Even though our tools have seen tremendous development, getting the system back up-and-running inevitably also falls into the hands of our operations teams. These are the people that are on call almost 24/7 to react to an issue where an automatic recalibration, reboot, etc. does not help. The customer support team is tasked with the first level of support and triage of the problem, while the application engineers come into play when level 2 support is required, i.e. the issue goes beyond standard IT troubleshooting. The engineers have at their disposal an array of tools including AI-based root cause identification, which is key to identify faults in a complex system. It has taken us time to ramp up to the required organizational maturity to make this happen.
Another major area of development has been the measurement of system performance: when the system is generating much more data than you can process, getting the right performance KPIs & aligning that with what the customer is measuring is surprisingly elusive. It requires integration into customer ticketing systems, real-time dashboards, automatic root cause analysis, sensor health metrics, pattern recognition and several other steps to ensure that the right priorities are set in product improvement efforts.
Looking forward
So, we are operational so far on 4 sites, mostly 24/7 or close to it, and we have now driven upwards of half a million unique vehicles. That is the largest L4 industrial autonomy operation in the world. We are constantly installing new “use cases” (aka driving tasks) on these sites and also installing new sites. But how do you scale that to 200 sites? (this is a real question that we have been asked by a customer). The honest answer is that this is work in progress. Some thoughts on the steps that are for sure needed:
First of all, a necessary element to deploy efficiently (and thus profitably) is advanced automation via software tools for deployment, commissioning, operation and recovery. That means automatic flagging of errors, automatic classification of reasons for aborts, constant monitoring of KPIs, thought-through data retention policies (we already generate 10 TB per day and if we kept all of it we would be bankrupt several times over by now), et al.
Second: get the data right. The foundation of a continuously improving system is a robust data pipeline that allows the system to learn from the right things and improve as fast as possible while minimizing effort.
Third: for efficient deployment, working with the customer is key in order to standardize rollout processes, build play books, improve product manuals, and to train and enable the customer to use rollout, calibration and operation tools themselves. For the parts that cannot be given to the customer, but cannot sustainably be done by Embotech on 100s of sites, it is necessary to work with outsourcing partners who have people on the ground at factories and logistics centers, who can act as rollout and operations partners.
Final thoughts
The road to safety certification of a L4 autonomous driving system is bumpy, but getting it to work well enough to add value for the customer while still being safe – that is much harder.
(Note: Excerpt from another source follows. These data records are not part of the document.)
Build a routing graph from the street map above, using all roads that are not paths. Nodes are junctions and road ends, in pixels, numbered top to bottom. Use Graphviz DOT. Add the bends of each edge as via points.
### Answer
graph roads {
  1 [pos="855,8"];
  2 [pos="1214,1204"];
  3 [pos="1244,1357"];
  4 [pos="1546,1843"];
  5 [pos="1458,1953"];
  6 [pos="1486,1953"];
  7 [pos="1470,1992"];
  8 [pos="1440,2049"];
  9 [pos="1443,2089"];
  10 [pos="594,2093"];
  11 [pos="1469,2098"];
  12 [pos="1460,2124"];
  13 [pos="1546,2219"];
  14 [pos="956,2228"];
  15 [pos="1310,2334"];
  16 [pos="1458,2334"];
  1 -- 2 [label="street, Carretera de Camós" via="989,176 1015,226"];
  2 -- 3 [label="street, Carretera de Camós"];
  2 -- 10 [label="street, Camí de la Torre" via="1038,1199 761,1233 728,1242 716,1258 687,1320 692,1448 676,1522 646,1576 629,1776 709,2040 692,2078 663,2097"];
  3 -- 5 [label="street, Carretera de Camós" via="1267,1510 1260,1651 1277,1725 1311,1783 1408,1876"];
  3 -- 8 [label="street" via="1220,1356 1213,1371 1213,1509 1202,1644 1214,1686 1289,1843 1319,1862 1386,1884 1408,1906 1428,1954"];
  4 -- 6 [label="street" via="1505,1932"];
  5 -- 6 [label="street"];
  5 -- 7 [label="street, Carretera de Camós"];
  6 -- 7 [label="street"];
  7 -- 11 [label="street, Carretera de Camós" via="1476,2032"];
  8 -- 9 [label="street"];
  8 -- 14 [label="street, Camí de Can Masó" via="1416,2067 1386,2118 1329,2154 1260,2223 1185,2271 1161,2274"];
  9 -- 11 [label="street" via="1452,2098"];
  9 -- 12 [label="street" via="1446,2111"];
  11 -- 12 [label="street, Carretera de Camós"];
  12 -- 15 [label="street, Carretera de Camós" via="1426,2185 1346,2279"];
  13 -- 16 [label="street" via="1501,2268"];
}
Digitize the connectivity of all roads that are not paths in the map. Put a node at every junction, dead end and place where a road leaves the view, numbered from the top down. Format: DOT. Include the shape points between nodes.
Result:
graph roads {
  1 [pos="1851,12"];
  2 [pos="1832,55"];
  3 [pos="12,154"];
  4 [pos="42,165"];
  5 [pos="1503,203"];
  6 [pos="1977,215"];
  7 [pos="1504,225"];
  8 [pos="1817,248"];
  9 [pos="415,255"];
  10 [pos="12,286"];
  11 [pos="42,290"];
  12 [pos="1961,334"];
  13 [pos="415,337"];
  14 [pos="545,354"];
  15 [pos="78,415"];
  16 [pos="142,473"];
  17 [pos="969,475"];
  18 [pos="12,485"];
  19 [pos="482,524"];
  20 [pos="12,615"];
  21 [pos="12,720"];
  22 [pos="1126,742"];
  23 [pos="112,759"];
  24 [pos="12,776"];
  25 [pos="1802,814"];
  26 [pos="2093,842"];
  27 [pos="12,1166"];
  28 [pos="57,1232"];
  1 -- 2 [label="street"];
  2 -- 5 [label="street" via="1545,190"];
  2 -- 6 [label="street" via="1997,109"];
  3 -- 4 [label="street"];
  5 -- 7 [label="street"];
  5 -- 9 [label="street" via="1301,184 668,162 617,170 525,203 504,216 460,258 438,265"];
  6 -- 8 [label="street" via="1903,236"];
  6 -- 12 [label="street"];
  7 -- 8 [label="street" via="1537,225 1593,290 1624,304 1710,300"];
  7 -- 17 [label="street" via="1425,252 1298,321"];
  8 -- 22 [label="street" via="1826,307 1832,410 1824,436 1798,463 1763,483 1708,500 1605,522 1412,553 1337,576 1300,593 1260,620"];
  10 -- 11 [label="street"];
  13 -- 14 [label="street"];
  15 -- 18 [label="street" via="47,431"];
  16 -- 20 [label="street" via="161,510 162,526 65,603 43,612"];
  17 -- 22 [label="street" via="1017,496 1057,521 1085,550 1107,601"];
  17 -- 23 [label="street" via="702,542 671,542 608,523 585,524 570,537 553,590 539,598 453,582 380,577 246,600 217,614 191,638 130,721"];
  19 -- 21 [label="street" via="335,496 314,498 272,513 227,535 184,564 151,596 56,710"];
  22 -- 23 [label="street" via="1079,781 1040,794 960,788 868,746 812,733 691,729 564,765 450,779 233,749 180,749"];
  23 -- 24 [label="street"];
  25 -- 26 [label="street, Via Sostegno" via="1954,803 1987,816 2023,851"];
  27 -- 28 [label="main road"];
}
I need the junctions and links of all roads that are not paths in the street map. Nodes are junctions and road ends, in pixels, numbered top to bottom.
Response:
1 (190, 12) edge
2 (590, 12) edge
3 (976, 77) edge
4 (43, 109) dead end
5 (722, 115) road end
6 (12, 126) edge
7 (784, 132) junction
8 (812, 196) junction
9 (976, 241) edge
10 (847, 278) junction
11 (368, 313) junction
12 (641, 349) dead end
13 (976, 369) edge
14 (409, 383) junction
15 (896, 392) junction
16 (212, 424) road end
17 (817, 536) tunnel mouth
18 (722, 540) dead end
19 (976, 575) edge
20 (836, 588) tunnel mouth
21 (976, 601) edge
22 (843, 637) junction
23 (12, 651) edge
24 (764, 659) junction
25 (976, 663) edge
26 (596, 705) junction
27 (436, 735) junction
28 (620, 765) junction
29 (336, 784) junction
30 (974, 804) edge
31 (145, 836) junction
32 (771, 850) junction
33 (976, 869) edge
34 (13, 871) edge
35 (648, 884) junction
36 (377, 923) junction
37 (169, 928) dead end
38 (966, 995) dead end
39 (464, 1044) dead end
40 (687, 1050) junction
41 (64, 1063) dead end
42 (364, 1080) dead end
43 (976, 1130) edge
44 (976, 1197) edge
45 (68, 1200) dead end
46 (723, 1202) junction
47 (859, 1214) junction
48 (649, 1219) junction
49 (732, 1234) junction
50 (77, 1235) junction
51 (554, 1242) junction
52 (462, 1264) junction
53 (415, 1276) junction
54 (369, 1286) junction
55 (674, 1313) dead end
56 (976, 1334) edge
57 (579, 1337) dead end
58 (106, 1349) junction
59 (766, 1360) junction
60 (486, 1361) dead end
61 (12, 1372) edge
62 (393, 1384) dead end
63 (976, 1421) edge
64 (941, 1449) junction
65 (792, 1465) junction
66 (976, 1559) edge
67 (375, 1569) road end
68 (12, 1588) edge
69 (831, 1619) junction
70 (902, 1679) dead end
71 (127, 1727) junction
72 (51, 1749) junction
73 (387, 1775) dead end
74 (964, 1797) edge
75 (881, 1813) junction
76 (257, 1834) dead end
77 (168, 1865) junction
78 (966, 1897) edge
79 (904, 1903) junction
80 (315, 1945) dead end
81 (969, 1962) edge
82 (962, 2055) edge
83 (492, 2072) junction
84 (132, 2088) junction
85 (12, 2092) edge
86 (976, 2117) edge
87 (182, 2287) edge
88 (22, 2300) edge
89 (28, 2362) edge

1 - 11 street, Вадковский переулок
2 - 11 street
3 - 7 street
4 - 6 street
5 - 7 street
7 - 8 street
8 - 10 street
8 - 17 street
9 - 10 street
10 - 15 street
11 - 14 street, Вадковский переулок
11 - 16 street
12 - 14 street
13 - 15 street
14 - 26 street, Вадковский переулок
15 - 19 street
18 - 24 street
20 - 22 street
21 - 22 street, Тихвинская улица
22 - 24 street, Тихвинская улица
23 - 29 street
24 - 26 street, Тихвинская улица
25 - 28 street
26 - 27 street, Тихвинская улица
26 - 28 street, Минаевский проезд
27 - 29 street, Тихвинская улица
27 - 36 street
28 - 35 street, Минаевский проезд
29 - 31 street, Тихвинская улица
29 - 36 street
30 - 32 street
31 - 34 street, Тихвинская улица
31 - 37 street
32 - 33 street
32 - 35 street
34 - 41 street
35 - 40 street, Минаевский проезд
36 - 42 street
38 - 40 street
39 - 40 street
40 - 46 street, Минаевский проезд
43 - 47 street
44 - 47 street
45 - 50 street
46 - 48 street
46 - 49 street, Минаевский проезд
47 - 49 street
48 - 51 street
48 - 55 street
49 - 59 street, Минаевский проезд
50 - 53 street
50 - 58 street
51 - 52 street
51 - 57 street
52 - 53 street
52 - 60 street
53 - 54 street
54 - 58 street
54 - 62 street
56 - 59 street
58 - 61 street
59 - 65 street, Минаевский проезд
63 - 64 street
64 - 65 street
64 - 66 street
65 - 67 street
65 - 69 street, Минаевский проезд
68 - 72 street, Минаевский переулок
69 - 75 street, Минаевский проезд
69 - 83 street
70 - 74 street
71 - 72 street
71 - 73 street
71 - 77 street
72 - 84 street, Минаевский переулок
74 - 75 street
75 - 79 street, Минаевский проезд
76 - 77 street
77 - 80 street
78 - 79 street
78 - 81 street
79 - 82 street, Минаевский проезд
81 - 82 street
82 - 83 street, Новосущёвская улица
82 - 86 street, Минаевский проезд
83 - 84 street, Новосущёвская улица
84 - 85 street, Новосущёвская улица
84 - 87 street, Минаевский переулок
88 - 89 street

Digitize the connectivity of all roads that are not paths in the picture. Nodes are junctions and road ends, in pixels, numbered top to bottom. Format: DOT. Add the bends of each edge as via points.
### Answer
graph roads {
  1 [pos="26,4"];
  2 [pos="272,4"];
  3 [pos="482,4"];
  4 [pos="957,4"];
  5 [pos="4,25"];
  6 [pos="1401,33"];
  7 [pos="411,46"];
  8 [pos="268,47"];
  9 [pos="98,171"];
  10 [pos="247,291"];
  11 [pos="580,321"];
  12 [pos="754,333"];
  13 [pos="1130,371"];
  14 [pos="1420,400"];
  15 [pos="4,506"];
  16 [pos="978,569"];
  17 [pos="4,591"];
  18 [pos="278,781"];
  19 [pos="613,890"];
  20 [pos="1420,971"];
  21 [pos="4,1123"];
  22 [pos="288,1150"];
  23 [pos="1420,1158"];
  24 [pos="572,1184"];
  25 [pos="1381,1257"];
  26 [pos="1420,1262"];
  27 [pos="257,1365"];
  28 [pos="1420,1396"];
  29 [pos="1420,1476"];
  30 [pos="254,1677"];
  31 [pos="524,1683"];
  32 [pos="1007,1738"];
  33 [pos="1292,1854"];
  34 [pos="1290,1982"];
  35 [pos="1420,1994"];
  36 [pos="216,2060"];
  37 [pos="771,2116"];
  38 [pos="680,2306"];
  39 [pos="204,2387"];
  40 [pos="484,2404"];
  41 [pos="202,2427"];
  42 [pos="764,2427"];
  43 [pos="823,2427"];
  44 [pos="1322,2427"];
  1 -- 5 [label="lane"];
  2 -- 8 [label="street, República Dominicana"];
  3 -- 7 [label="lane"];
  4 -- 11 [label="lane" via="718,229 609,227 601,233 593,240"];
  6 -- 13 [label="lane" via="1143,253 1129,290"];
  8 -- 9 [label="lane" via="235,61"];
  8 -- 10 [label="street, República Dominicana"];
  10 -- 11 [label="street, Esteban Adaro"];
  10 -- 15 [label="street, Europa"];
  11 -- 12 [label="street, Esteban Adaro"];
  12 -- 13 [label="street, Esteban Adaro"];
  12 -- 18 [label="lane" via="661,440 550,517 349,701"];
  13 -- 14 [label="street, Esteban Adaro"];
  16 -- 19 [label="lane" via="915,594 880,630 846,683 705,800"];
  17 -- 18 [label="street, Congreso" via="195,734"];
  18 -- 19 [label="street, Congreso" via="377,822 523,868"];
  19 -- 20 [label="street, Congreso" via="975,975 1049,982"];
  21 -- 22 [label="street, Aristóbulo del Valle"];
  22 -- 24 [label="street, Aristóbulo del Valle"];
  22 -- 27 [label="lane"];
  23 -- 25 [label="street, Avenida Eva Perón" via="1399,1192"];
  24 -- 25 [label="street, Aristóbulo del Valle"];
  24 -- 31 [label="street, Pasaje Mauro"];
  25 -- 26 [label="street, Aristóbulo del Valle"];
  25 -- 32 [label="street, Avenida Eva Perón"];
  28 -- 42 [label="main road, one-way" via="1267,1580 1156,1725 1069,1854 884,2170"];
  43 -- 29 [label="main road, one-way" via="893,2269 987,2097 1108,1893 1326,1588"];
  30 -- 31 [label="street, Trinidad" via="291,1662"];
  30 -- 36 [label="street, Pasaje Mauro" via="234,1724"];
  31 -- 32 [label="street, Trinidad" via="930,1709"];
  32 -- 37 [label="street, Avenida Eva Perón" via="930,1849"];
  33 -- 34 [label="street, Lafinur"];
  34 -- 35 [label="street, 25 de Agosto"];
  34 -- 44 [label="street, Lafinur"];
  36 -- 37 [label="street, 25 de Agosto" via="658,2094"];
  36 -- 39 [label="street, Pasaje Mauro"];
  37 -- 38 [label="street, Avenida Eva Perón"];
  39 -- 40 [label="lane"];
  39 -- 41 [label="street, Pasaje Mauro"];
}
It involves unforeseen challenges such as: getting the system to drive sub-optimally to be perceived as human-like, agreeing about the basics of system performance measurement with the customer, developing lidar auto-calibration tools because even static things move, achieving operational excellence with the support teams, and many others.
Once the system is adding value at scale, scaling that further from several sites driving a few thousands of vehicles per day to hundreds of sites driving millions of vehicles per day is the ultimate challenge. We have seen some tremendous progress in autonomy over the past years, the most public of which has been the advancement of L5 robotaxis to several cities around the world. While that is ongoing, very successfully in terms of technology albeit far from profitability, L4 systems are quietly moving industrial logistics at scale, profitably.
Our design philosophy supports scaling such technologies at a fraction of the cost of L5 systems, because we use AI to i) develop and iterate faster, ii) make the system performant and iii) to make operations efficient, but we use deterministic methods to make the system inherently safe, by design. This is what we call an inherently-safe physical AI system. Combined with off-the-shelf sensors which are augmented by software to be safe, this creates a cost-competitive yet very competent and safe solution.
During the time you have been reading this, another 15 cars have been driven by Embotech’s L4 AVM solution, driverlessly. The future of autonomy is safe physical AI.
Written by:
Andreas Kyrtatos, CEO of Embotech AG